═══ Available records

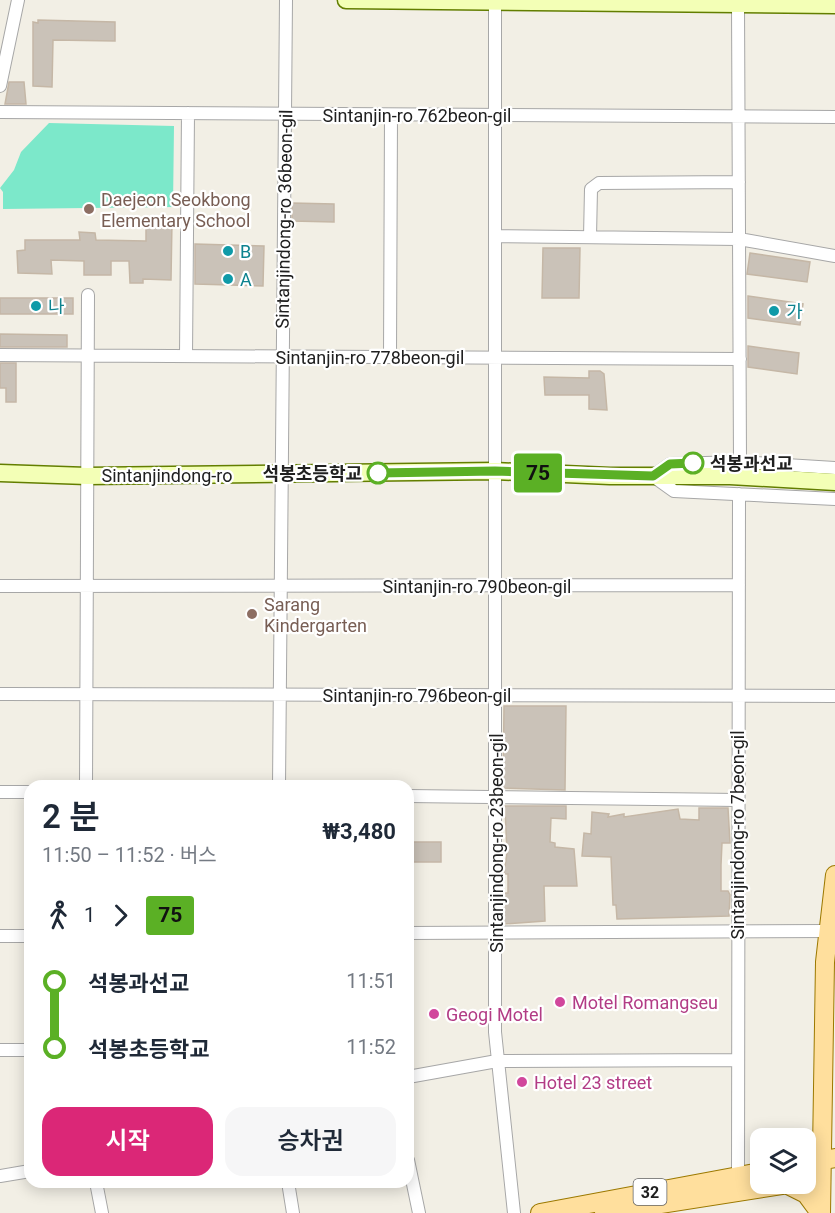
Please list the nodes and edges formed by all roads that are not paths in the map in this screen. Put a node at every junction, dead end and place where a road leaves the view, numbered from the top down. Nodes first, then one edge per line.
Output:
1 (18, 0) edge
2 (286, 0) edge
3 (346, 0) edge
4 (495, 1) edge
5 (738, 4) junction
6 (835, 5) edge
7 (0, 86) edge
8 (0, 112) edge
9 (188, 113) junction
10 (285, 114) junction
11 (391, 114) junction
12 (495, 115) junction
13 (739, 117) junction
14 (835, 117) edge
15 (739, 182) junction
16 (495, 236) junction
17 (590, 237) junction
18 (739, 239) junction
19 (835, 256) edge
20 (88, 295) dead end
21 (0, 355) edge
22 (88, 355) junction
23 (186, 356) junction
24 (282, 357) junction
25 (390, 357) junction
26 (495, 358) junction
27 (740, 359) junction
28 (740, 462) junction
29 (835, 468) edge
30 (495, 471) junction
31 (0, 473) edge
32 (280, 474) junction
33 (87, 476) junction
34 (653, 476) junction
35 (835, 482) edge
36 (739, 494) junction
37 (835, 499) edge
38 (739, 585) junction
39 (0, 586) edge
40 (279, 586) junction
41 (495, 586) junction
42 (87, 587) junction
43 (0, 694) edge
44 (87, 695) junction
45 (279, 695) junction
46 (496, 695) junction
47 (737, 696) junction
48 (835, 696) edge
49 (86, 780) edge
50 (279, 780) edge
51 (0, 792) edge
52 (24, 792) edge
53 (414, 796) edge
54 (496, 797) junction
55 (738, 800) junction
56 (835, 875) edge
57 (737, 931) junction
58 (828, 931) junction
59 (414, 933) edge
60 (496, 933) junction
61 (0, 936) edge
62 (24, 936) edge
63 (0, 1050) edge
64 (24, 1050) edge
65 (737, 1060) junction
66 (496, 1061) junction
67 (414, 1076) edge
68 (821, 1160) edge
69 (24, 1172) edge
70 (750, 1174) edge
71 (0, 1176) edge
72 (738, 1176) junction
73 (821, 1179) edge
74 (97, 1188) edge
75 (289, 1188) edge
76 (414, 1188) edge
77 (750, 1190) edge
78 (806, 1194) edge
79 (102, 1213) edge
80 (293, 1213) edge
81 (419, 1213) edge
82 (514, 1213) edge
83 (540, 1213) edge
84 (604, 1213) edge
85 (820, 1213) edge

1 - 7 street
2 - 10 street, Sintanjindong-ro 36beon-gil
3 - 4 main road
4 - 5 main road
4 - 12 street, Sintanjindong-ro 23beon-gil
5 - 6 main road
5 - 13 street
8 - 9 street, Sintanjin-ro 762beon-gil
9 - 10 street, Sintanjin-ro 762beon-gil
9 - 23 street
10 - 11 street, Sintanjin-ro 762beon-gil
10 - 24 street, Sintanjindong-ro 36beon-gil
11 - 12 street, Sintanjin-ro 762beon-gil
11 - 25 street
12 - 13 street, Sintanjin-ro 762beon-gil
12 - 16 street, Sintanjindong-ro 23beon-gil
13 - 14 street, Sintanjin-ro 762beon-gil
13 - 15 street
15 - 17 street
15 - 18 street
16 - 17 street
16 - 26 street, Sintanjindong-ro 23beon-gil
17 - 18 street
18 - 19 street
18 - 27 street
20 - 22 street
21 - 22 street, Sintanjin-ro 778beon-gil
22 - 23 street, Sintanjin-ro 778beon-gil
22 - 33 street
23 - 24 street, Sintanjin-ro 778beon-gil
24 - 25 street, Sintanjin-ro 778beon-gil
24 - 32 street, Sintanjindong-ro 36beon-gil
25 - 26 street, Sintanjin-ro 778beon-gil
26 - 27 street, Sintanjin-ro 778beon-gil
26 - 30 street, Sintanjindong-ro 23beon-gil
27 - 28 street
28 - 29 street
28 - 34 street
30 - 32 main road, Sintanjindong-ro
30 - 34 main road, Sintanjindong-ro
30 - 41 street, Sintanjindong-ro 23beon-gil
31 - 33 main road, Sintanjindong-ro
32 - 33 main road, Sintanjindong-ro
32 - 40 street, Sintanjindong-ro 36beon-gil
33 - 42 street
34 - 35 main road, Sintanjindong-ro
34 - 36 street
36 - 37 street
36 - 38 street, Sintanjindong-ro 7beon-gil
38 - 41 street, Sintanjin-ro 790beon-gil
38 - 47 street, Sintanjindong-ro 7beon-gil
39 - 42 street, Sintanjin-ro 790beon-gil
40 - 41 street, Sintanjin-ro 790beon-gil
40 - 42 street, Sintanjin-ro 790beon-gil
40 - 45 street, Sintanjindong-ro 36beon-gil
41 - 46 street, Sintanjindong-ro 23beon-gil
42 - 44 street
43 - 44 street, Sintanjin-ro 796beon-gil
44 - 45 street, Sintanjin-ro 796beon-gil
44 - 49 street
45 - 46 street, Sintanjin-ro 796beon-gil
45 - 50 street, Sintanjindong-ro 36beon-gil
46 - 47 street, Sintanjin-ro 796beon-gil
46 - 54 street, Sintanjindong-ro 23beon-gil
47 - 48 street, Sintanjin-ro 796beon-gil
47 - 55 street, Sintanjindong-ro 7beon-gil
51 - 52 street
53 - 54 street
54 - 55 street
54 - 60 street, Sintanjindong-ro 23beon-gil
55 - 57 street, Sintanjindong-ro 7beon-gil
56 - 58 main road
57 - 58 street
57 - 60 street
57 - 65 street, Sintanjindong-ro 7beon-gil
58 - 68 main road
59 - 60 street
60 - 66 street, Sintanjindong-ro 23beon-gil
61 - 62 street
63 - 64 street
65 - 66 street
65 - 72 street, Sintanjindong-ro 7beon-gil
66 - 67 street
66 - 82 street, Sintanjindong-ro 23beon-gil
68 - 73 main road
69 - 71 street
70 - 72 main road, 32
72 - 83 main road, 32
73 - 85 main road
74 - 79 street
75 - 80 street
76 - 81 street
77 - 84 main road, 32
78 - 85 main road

══════

--- What is expected ---
Check every line of the data above for the string "dead", and copy those that have it.

--- Answer section ---
Please list the nodes and edges formed by all roads that are not paths in the map in this screen. Put a node at every junction, dead end and place where a road leaves the view, numbered from the top down. Nodes first, then one edge per line.
20 (88, 295) dead end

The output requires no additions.